The first word in telling video stories efficiently is “focus,” according to videographer Lisa Berglund. The former National Press Photographers Association (NPPA) Photographer of the Year says your story assignment is a location, it’s up to you to find the actual story.
“It’s not just shoot it,” said Berglund. “Before you pick up your camera, be sure you understand the assignment and where it fits in to the big picture.”
Berglund says she mentally storyboards what she will shoot for each story — thinking through the shots she will take and how she will sequence them. For less experienced photojournalists, Berglund suggests creating a shot list — simply writing down all the video elements you might want to gather and then actually checking them off as you get them. Berglund says you’ll get better at it by forcing yourself to critique your own work.

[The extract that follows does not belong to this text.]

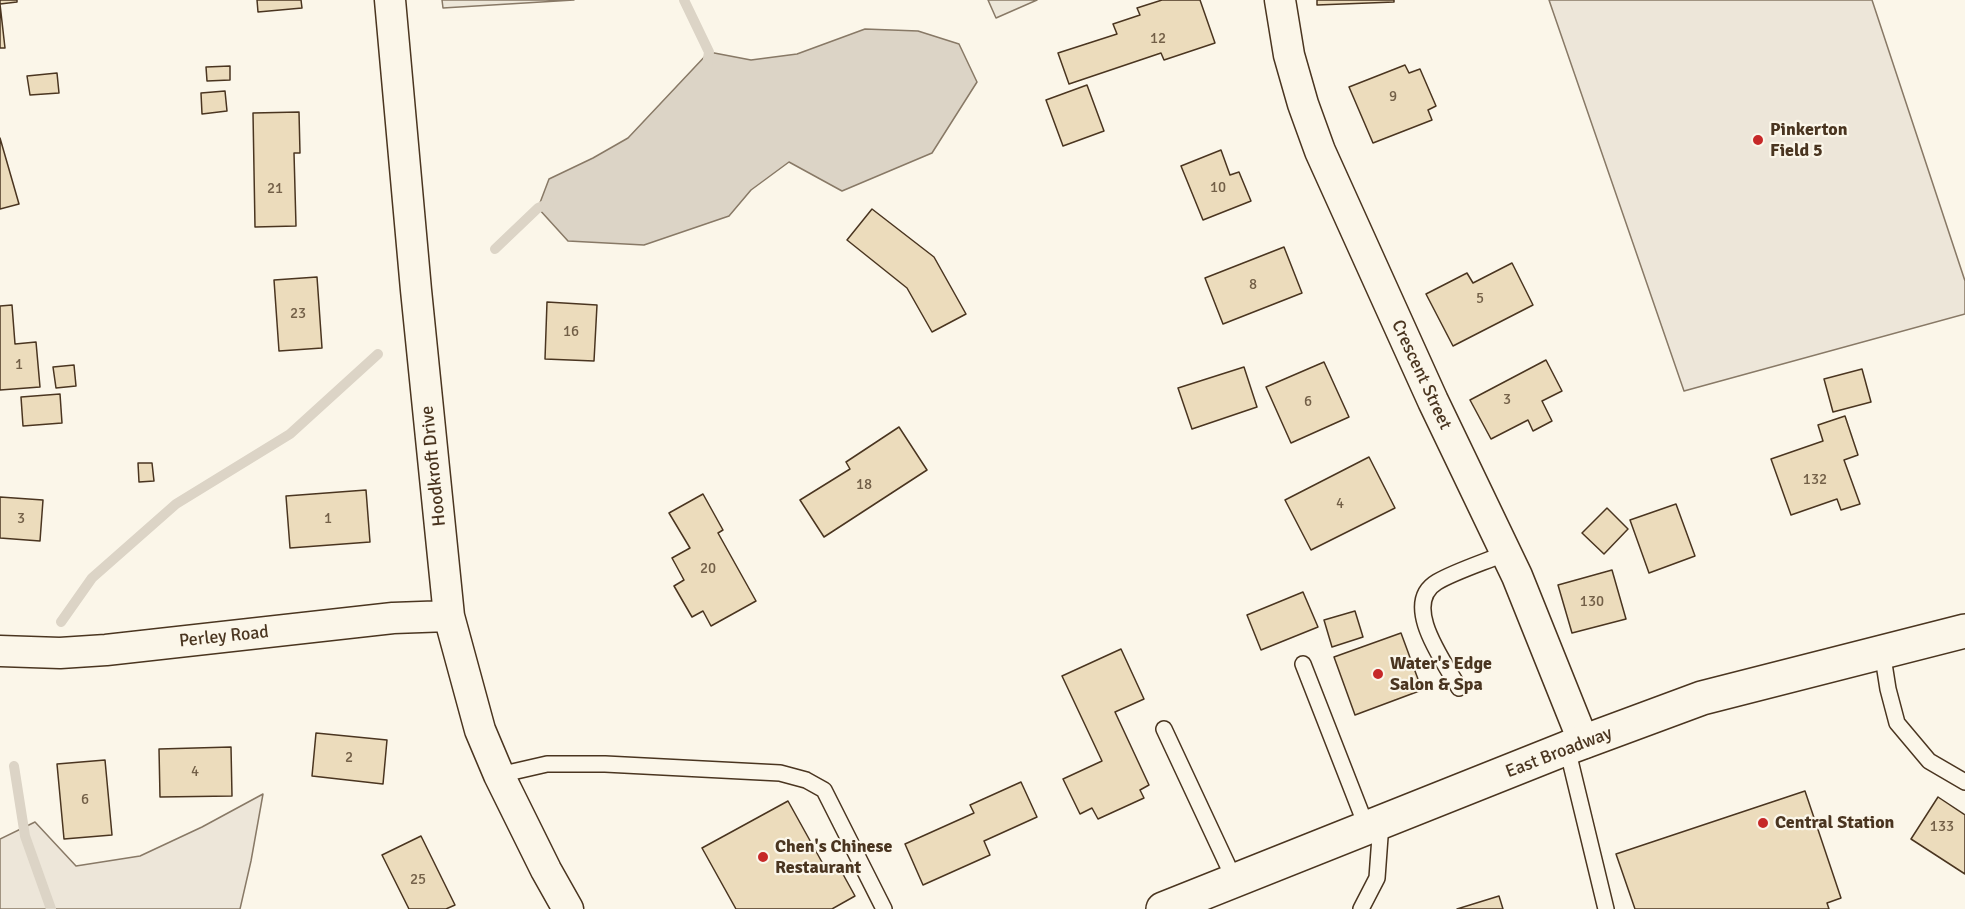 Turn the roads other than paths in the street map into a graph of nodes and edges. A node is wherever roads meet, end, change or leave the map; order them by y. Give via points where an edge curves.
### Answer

“Take the first paragraph of a story you’ve done that you don’t think you shot well. Draw out a storyboard of how you wish you would have shot it,” said Berglund.
For a piece she produced on the impact of a wildfire, Berglund says she found a great character, and as she listened to what he said, she came up with the shots she needed to visualize the story.
“Im always moving myself toward the power of the story — the most important character, the most interesting visuals.”
But Berglund is frank about how powerful visual stories get produced.
“Until the camera becomes an extension of your your eye, where you don’t have to think about the technical stuff, you can’t focus purely on storytelling.”